"So this new moon rising isn't about freedom at all, it's just another sign that the sun is setting on women's power" - Shannon Rupp
When I was but a pre-teen with mosquito bites for breasts I was schooled in the proper way a young lady should wear a bra.
"Don't let your straps hang out!" Mom tutted whilst giving the offending strap a yank.
The fact that I wore the wrong size bra for nigh on ten years is evidence that size wasn't a huge concern during my teen years. My major concern? Dodging the bra saleslady. I'll be damned if I was going to let the handsy ol' gal in the pre-teen section of the department store get her mitts (or her measuring tape!) on my mosquito bites.
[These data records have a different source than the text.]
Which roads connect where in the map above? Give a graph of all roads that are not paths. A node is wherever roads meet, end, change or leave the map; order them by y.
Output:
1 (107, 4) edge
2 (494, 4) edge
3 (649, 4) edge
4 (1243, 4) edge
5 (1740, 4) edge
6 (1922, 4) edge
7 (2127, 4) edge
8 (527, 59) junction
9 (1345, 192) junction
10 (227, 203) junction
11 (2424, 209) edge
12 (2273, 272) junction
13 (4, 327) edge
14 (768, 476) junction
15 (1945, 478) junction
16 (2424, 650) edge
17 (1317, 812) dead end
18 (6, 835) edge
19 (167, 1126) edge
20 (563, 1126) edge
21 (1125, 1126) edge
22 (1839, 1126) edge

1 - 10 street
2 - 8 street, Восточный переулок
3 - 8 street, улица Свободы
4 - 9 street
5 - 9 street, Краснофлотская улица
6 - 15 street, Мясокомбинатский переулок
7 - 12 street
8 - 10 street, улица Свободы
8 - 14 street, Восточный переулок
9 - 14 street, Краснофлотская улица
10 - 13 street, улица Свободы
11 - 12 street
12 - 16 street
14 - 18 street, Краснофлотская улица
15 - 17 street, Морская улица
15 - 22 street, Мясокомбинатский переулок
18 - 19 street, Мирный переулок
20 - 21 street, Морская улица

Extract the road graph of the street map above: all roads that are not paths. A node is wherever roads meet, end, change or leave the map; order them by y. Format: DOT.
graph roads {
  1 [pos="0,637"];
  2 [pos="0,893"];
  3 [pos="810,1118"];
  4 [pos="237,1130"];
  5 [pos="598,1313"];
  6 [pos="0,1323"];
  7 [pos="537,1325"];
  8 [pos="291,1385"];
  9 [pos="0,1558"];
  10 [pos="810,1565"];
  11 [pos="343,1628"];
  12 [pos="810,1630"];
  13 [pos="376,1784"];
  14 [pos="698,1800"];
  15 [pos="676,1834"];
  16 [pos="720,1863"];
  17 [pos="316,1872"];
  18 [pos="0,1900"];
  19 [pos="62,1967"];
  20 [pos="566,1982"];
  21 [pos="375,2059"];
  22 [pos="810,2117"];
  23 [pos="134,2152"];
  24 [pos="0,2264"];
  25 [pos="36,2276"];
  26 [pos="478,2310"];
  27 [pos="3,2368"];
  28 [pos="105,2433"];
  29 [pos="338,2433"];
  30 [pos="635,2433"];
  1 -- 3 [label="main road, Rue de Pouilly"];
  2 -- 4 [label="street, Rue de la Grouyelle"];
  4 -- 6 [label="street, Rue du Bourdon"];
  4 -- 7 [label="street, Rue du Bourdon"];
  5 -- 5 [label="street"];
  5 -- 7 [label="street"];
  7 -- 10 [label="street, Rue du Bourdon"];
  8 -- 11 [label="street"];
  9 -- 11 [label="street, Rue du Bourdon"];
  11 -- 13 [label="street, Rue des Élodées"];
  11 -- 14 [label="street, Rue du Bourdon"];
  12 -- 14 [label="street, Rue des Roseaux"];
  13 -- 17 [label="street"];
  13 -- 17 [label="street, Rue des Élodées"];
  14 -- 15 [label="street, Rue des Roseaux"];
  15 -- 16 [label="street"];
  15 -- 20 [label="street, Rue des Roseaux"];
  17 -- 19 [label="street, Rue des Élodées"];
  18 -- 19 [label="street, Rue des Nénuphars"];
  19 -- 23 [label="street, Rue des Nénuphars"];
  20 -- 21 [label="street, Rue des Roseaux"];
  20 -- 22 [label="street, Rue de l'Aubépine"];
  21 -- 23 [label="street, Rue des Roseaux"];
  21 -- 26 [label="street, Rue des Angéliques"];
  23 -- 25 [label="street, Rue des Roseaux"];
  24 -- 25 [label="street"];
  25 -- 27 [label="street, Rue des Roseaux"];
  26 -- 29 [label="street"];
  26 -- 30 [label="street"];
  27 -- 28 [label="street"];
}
Instead I'd grab a few bra sizes (all white, of course) and hide myself away in the corner dressing room. As my chest was exploding outward at a rate similar to the number of zits developing on the faces of my male peers, I always bought the smallest size bra I could squeeze my torso into. The goal was to smash my chest (I had yet to discover the wonders a sports bra works in the chest smashing arena) so my evil brothers couldn't make fun of my 'bites' that were rapidly morphing into bona fide boobies.
Once the bra was purchased, like Mom counseled, "don't let your straps hang out!"
All one had to know about bra wearing at the time was simply this; if the public can see your bra, you're doing something wrong. Either the shirt doesn't fit right or you shouldn't be wearing a bra with that particular top. If you take off the bra are your bosoms flopping about beneath the blouse like a freshly caught fish tangled in net?... Then you shouldn't be wearing that particular garment. Ever. Really. Give it to good will or use it as a dust towel.. but don't wear it again.
I never thought of applying the bra strap policy to panties, but after spending a day in Central Park beneath a bright sun and behind the even brighter moon on display courtesy of a girl strolling in front of me, it seems I should avail myself of this golden opportunity to remind the ladies about the perils of crack.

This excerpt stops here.